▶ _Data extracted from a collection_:
================

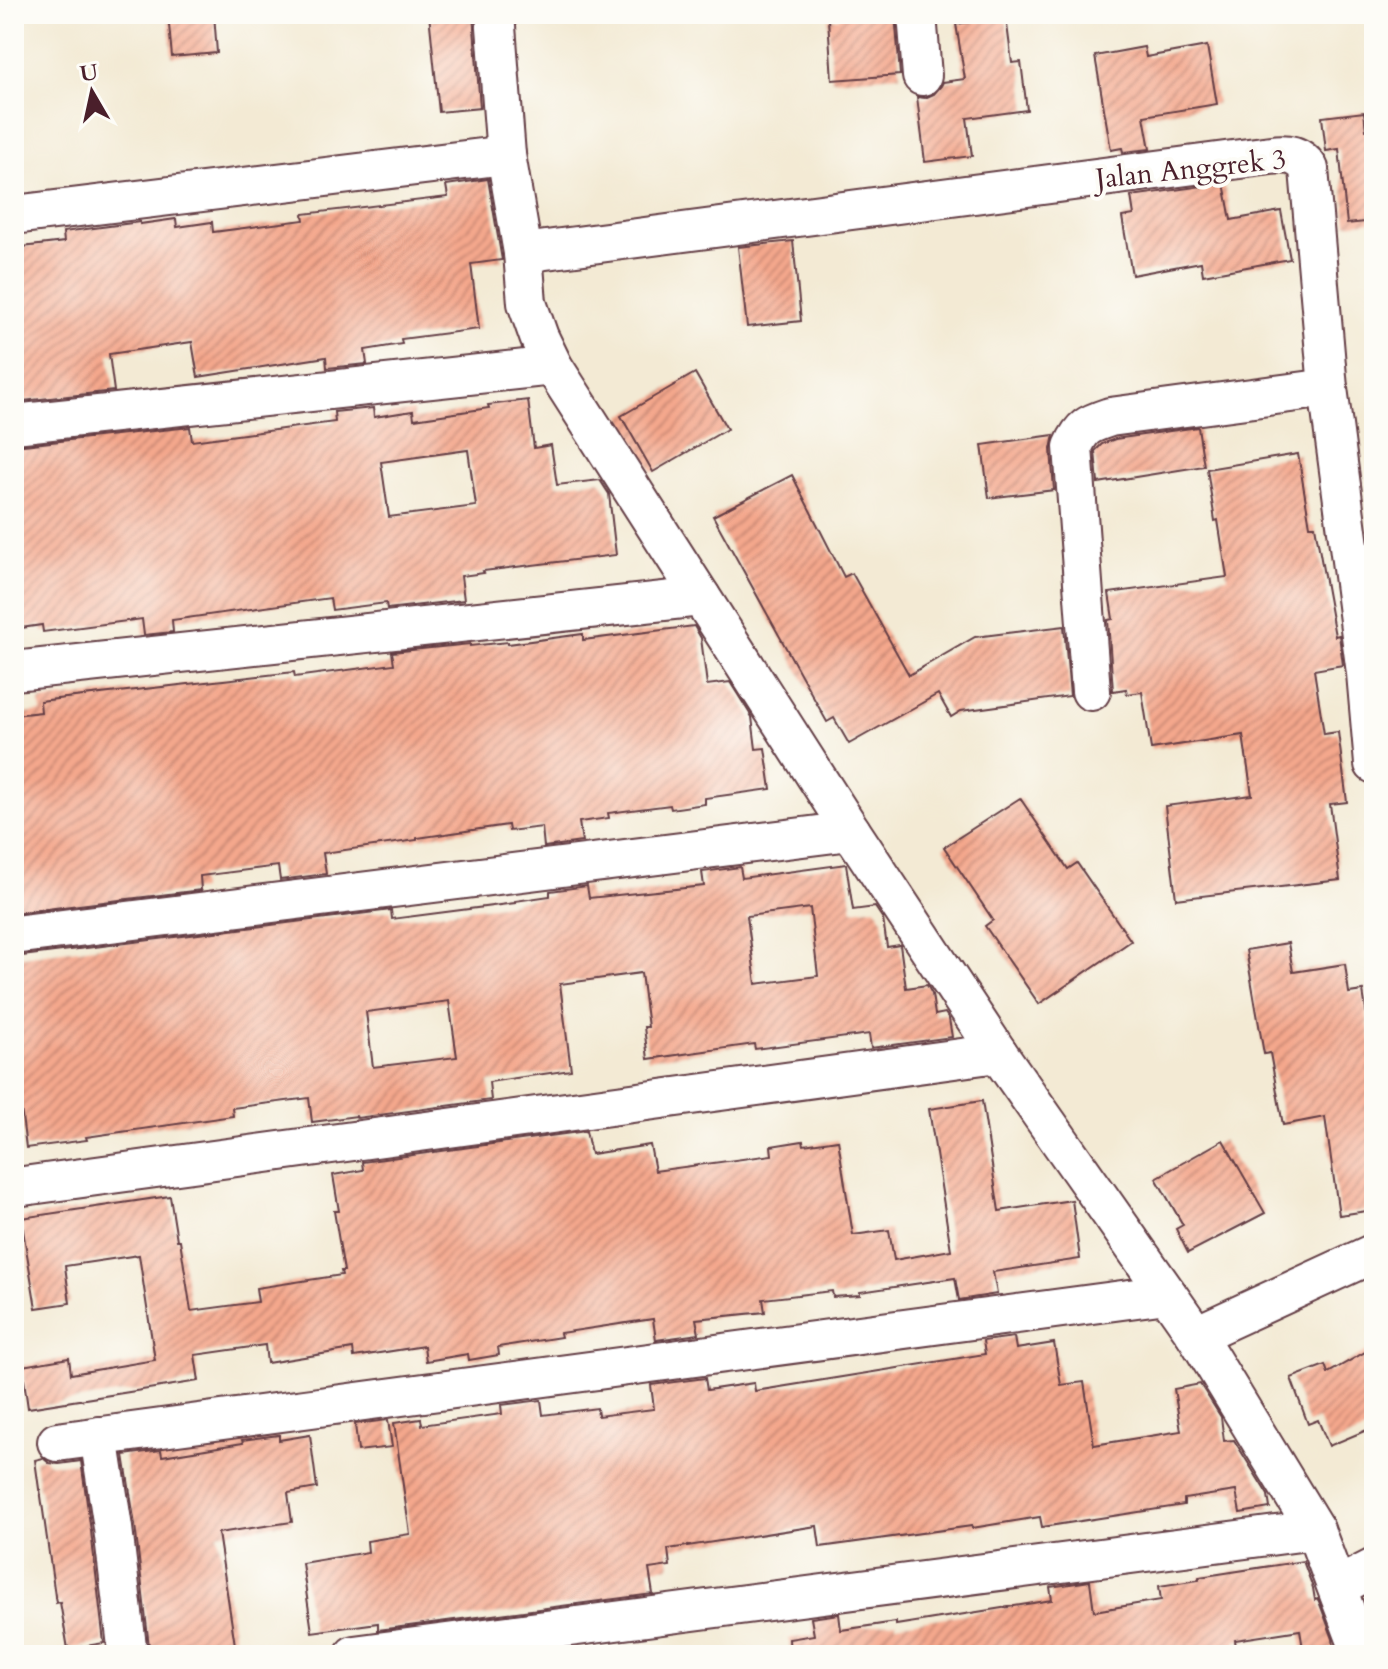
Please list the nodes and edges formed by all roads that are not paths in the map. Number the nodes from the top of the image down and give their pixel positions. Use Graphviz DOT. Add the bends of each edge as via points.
graph roads {
  1 [pos="495,14"];
  2 [pos="917,14"];
  3 [pos="922,76"];
  4 [pos="506,155"];
  5 [pos="14,215"];
  6 [pos="523,253"];
  7 [pos="553,366"];
  8 [pos="1328,388"];
  9 [pos="14,424"];
  10 [pos="701,597"];
  11 [pos="14,671"];
  12 [pos="1370,672"];
  13 [pos="1091,691"];
  14 [pos="1374,764"];
  15 [pos="851,831"];
  16 [pos="14,935"];
  17 [pos="998,1053"];
  18 [pos="16,1187"];
  19 [pos="1374,1253"];
  20 [pos="1167,1294"];
  21 [pos="1196,1335"];
  22 [pos="99,1436"];
  23 [pos="57,1442"];
  24 [pos="1315,1530"];
  25 [pos="1374,1568"];
  26 [pos="1337,1587"];
  27 [pos="128,1655"];
  28 [pos="354,1655"];
  29 [pos="1362,1655"];
  1 -- 4 [label="street"];
  2 -- 3 [label="street"];
  4 -- 5 [label="street"];
  4 -- 6 [label="street"];
  6 -- 7 [label="street" via="527,303"];
  6 -- 8 [label="street, Jalan Anggrek 3" via="1285,154 1304,161 1309,169"];
  7 -- 9 [label="street"];
  7 -- 10 [label="street"];
  8 -- 12 [label="street, Jalan Anggrek 3"];
  8 -- 13 [label="street" via="1110,417 1079,433 1073,447"];
  10 -- 11 [label="street"];
  10 -- 15 [label="street"];
  12 -- 14 [label="street, Jalan Anggrek 3"];
  15 -- 16 [label="street"];
  15 -- 17 [label="street"];
  17 -- 18 [label="street"];
  17 -- 20 [label="street"];
  19 -- 21 [label="street"];
  20 -- 21 [label="street"];
  20 -- 22 [label="street"];
  21 -- 24 [label="street"];
  22 -- 23 [label="street"];
  22 -- 27 [label="street"];
  24 -- 26 [label="street"];
  24 -- 28 [label="street"];
  25 -- 26 [label="street"];
  26 -- 29 [label="street"];
}
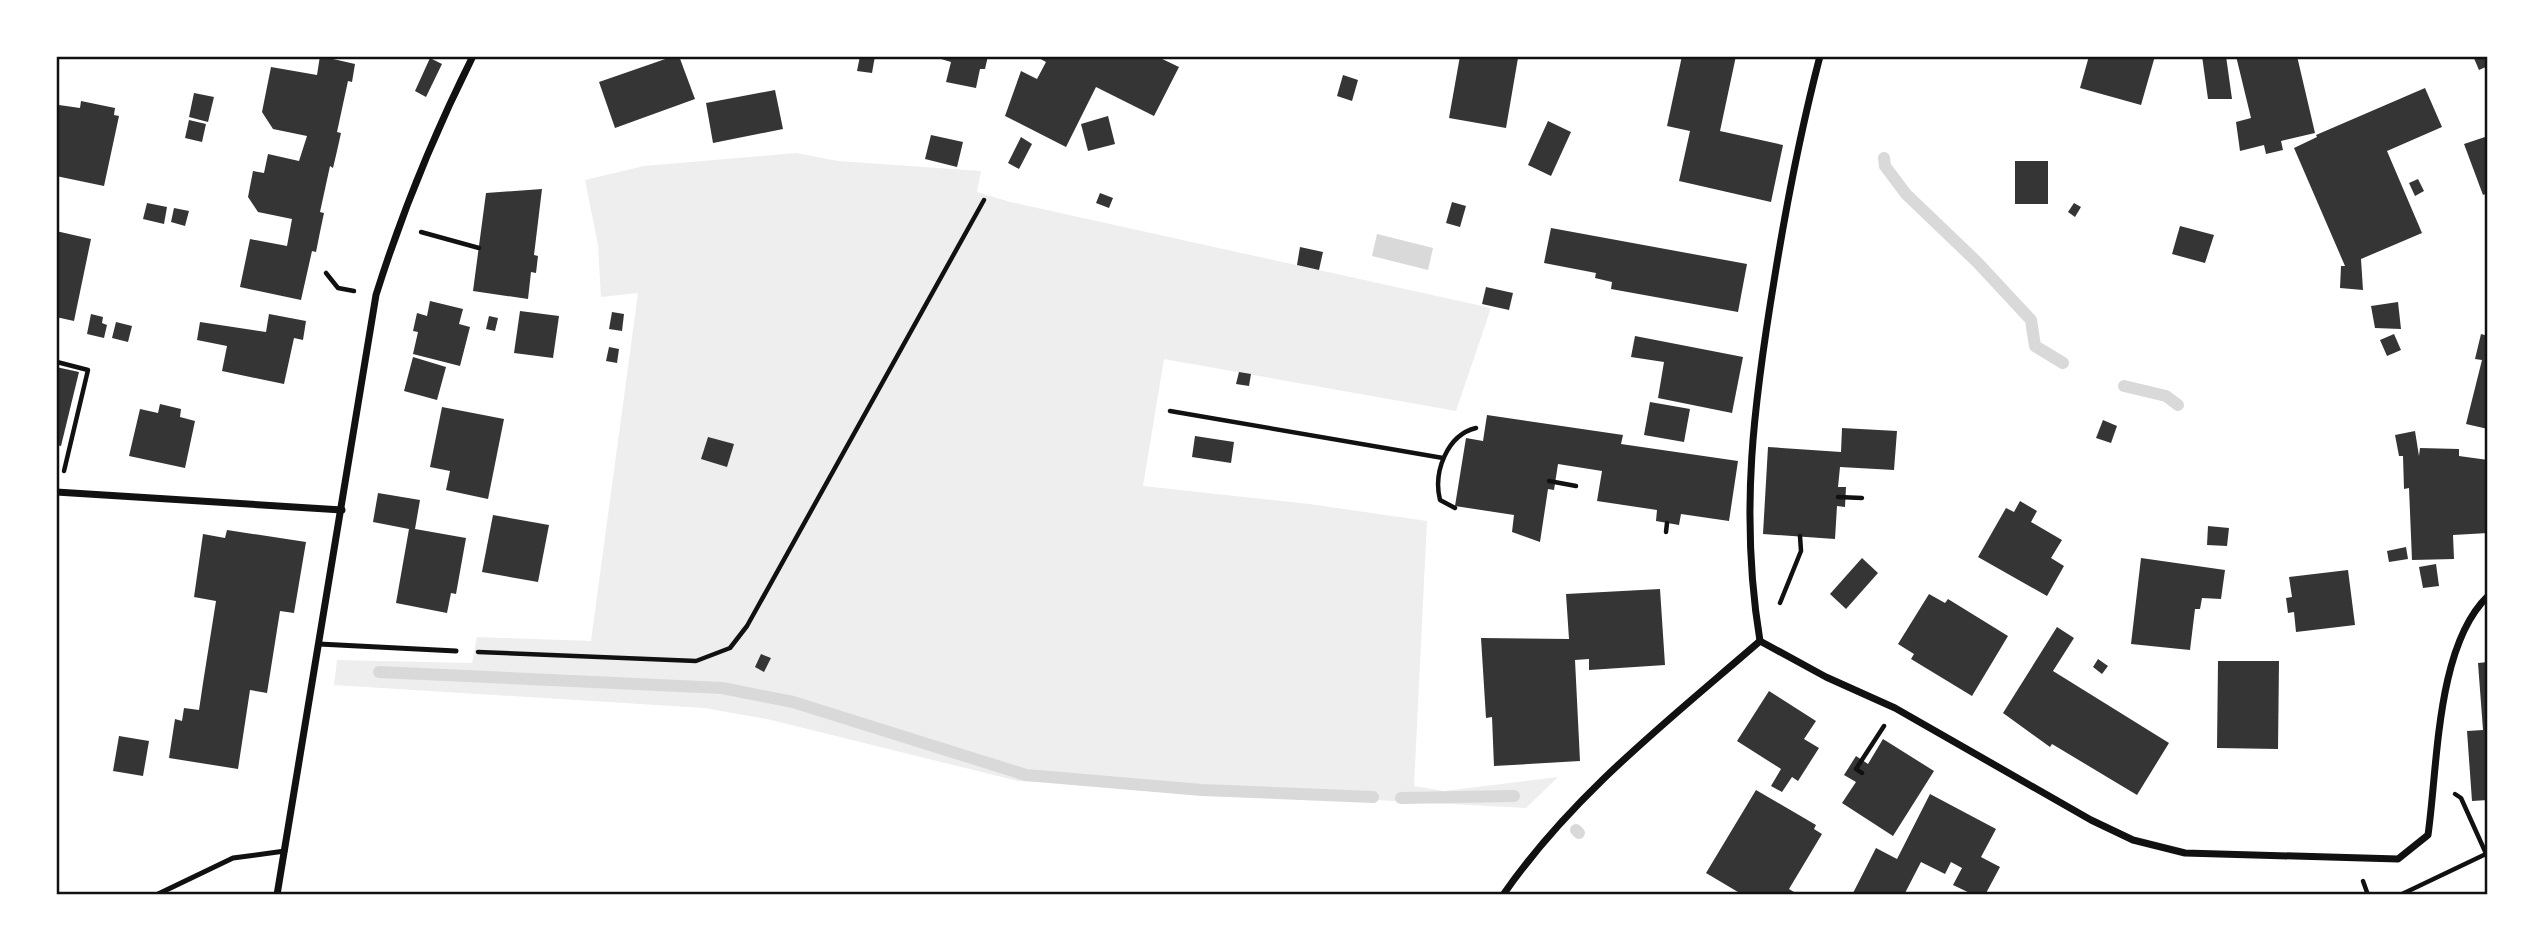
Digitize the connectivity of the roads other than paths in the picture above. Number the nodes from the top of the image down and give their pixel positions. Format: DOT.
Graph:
graph roads {
  1 [pos="473,56"];
  2 [pos="1820,56"];
  3 [pos="57,493"];
  4 [pos="342,510"];
  5 [pos="2488,596"];
  6 [pos="1760,641"];
  7 [pos="319,644"];
  8 [pos="456,651"];
  9 [pos="285,851"];
  10 [pos="156,895"];
  11 [pos="277,895"];
  12 [pos="1503,895"];
  1 -- 4 [label="street"];
  2 -- 6 [label="street"];
  3 -- 4 [label="street"];
  4 -- 7 [label="street"];
  5 -- 6 [label="street"];
  6 -- 12 [label="street"];
  7 -- 8 [label="lane"];
  7 -- 9 [label="street"];
  9 -- 10 [label="lane"];
  9 -- 11 [label="street"];
}
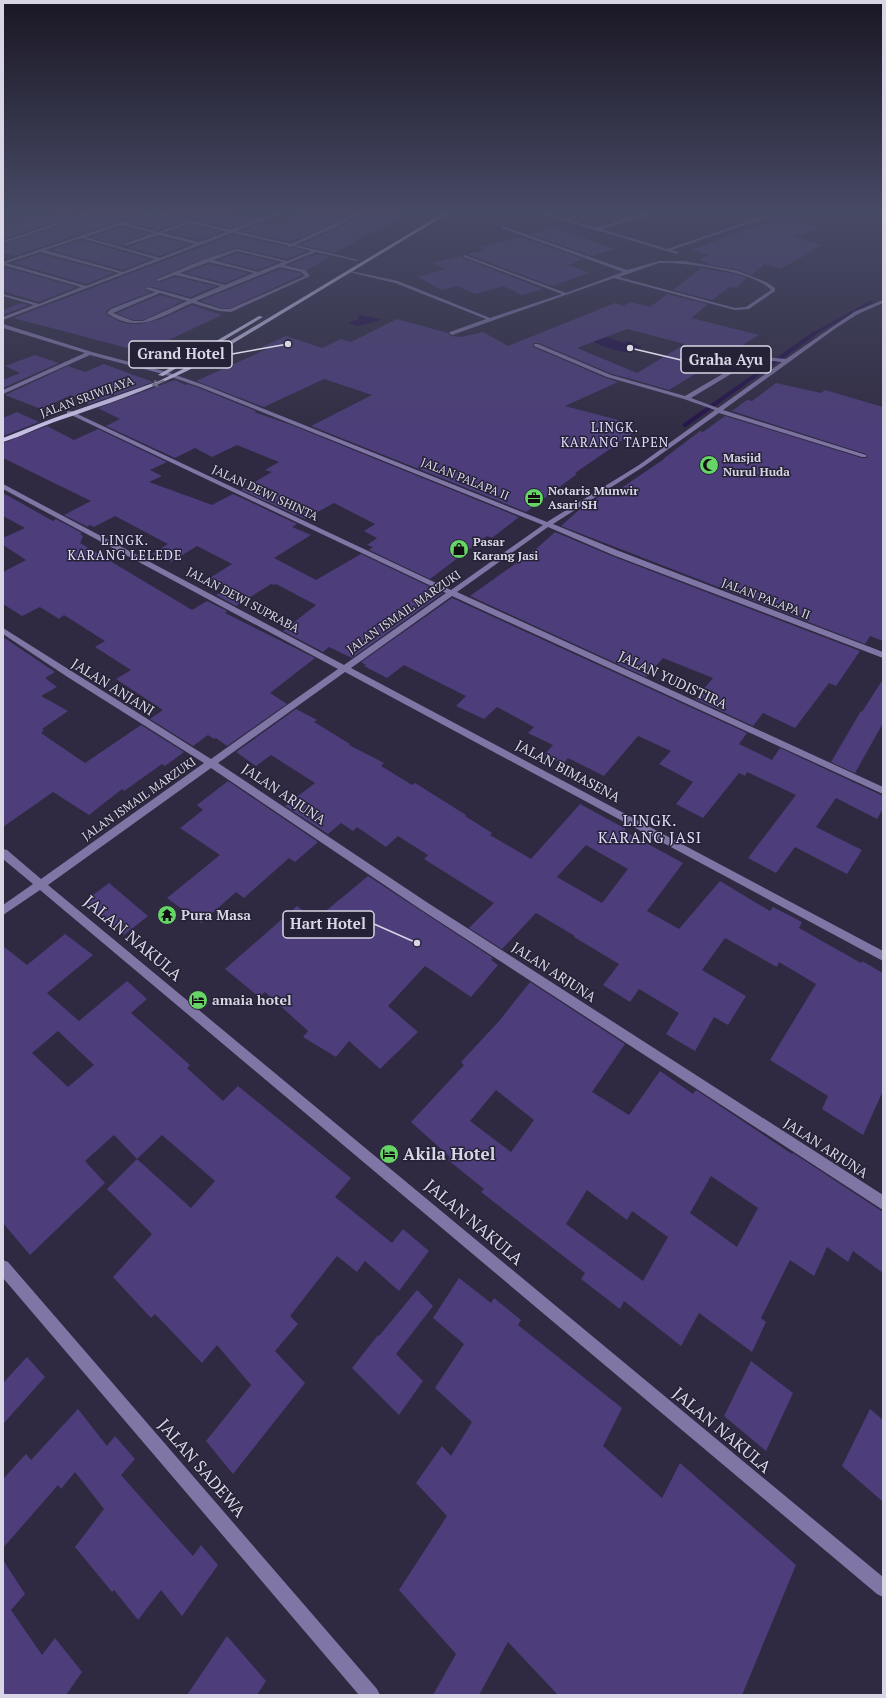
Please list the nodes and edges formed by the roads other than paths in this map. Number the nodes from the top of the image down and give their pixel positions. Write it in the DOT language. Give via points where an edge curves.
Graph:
graph roads {
  1 [pos="69,293"];
  2 [pos="156,293"];
  3 [pos="164,293"];
  4 [pos="209,293"];
  5 [pos="270,293"];
  6 [pos="301,293"];
  7 [pos="315,293"];
  8 [pos="424,293"];
  9 [pos="676,293"];
  10 [pos="768,293"];
  11 [pos="3,294"];
  12 [pos="565,294"];
  13 [pos="192,301"];
  14 [pos="883,301"];
  15 [pos="286,302"];
  16 [pos="38,305"];
  17 [pos="266,314"];
  18 [pos="489,319"];
  19 [pos="3,320"];
  20 [pos="3,326"];
  21 [pos="452,333"];
  22 [pos="536,345"];
  23 [pos="90,353"];
  24 [pos="784,360"];
  25 [pos="165,373"];
  26 [pos="158,376"];
  27 [pos="174,376"];
  28 [pos="145,382"];
  29 [pos="3,392"];
  30 [pos="686,398"];
  31 [pos="718,410"];
  32 [pos="72,413"];
  33 [pos="3,440"];
  34 [pos="864,456"];
  35 [pos="3,486"];
  36 [pos="547,526"];
  37 [pos="452,593"];
  38 [pos="3,630"];
  39 [pos="883,655"];
  40 [pos="345,668"];
  41 [pos="211,763"];
  42 [pos="883,791"];
  43 [pos="3,853"];
  44 [pos="41,884"];
  45 [pos="3,911"];
  46 [pos="883,956"];
  47 [pos="883,1203"];
  48 [pos="3,1267"];
  49 [pos="883,1588"];
  50 [pos="371,1695"];
  1 -- 16 [label="street"];
  2 -- 13 [label="street" via="109,313 132,322 141,322"];
  3 -- 13 [label="street"];
  4 -- 13 [label="street"];
  5 -- 13 [label="street" via="231,311"];
  6 -- 15 [label="main road"];
  7 -- 27 [label="main road, JALAN SRIWIJAYA"];
  8 -- 18 [label="street"];
  9 -- 10 [label="street" via="735,309 744,309"];
  11 -- 16 [label="street"];
  12 -- 18 [label="street"];
  14 -- 24 [label="street, JALAN ISMAIL MARZUKI" via="856,313"];
  16 -- 19 [label="street"];
  17 -- 25 [label="main road"];
  18 -- 21 [label="street"];
  20 -- 23 [label="street, JALAN PALAPA II"];
  22 -- 30 [label="street" via="609,376"];
  23 -- 25 [label="street, JALAN PALAPA II"];
  23 -- 29 [label="street"];
  24 -- 30 [label="street" via="755,357"];
  24 -- 31 [label="street, JALAN ISMAIL MARZUKI"];
  25 -- 26 [label="main road"];
  25 -- 27 [label="street, JALAN PALAPA II"];
  27 -- 32 [label="main road, JALAN SRIWIJAYA, one-way"];
  27 -- 36 [label="street, JALAN PALAPA II" via="462,489"];
  28 -- 32 [label="main road"];
  30 -- 31 [label="street"];
  31 -- 34 [label="street"];
  31 -- 36 [label="street, JALAN ISMAIL MARZUKI" via="641,466"];
  32 -- 33 [label="main road, JALAN SRIWIJAYA"];
  32 -- 37 [label="street, JALAN DEWI SHINTA"];
  35 -- 40 [label="street, JALAN DEWI SUPRABA"];
  36 -- 37 [label="street, JALAN ISMAIL MARZUKI"];
  36 -- 39 [label="street, JALAN PALAPA II"];
  37 -- 40 [label="street, JALAN ISMAIL MARZUKI"];
  37 -- 42 [label="street, JALAN YUDISTIRA"];
  38 -- 41 [label="street, JALAN ANJANI" via="68,674"];
  40 -- 41 [label="street, JALAN ISMAIL MARZUKI"];
  40 -- 46 [label="street, JALAN BIMASENA"];
  41 -- 44 [label="street, JALAN ISMAIL MARZUKI"];
  41 -- 47 [label="street, JALAN ARJUNA" via="424,906"];
  43 -- 44 [label="street, JALAN NAKULA"];
  44 -- 45 [label="street, JALAN ISMAIL MARZUKI"];
  44 -- 49 [label="street, JALAN NAKULA"];
  48 -- 50 [label="street, JALAN SADEWA"];
}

================

▶ _TASK DETAILS_: Search the data for "MARZUKI" and list every line in which it occurs.

▶ _TASK SOLUTION_:
  14 -- 24 [label="street, JALAN ISMAIL MARZUKI" via="856,313"];
  24 -- 31 [label="street, JALAN ISMAIL MARZUKI"];
  31 -- 36 [label="street, JALAN ISMAIL MARZUKI" via="641,466"];
  36 -- 37 [label="street, JALAN ISMAIL MARZUKI"];
  37 -- 40 [label="street, JALAN ISMAIL MARZUKI"];
  40 -- 41 [label="street, JALAN ISMAIL MARZUKI"];
  41 -- 44 [label="street, JALAN ISMAIL MARZUKI"];
  44 -- 45 [label="street, JALAN ISMAIL MARZUKI"];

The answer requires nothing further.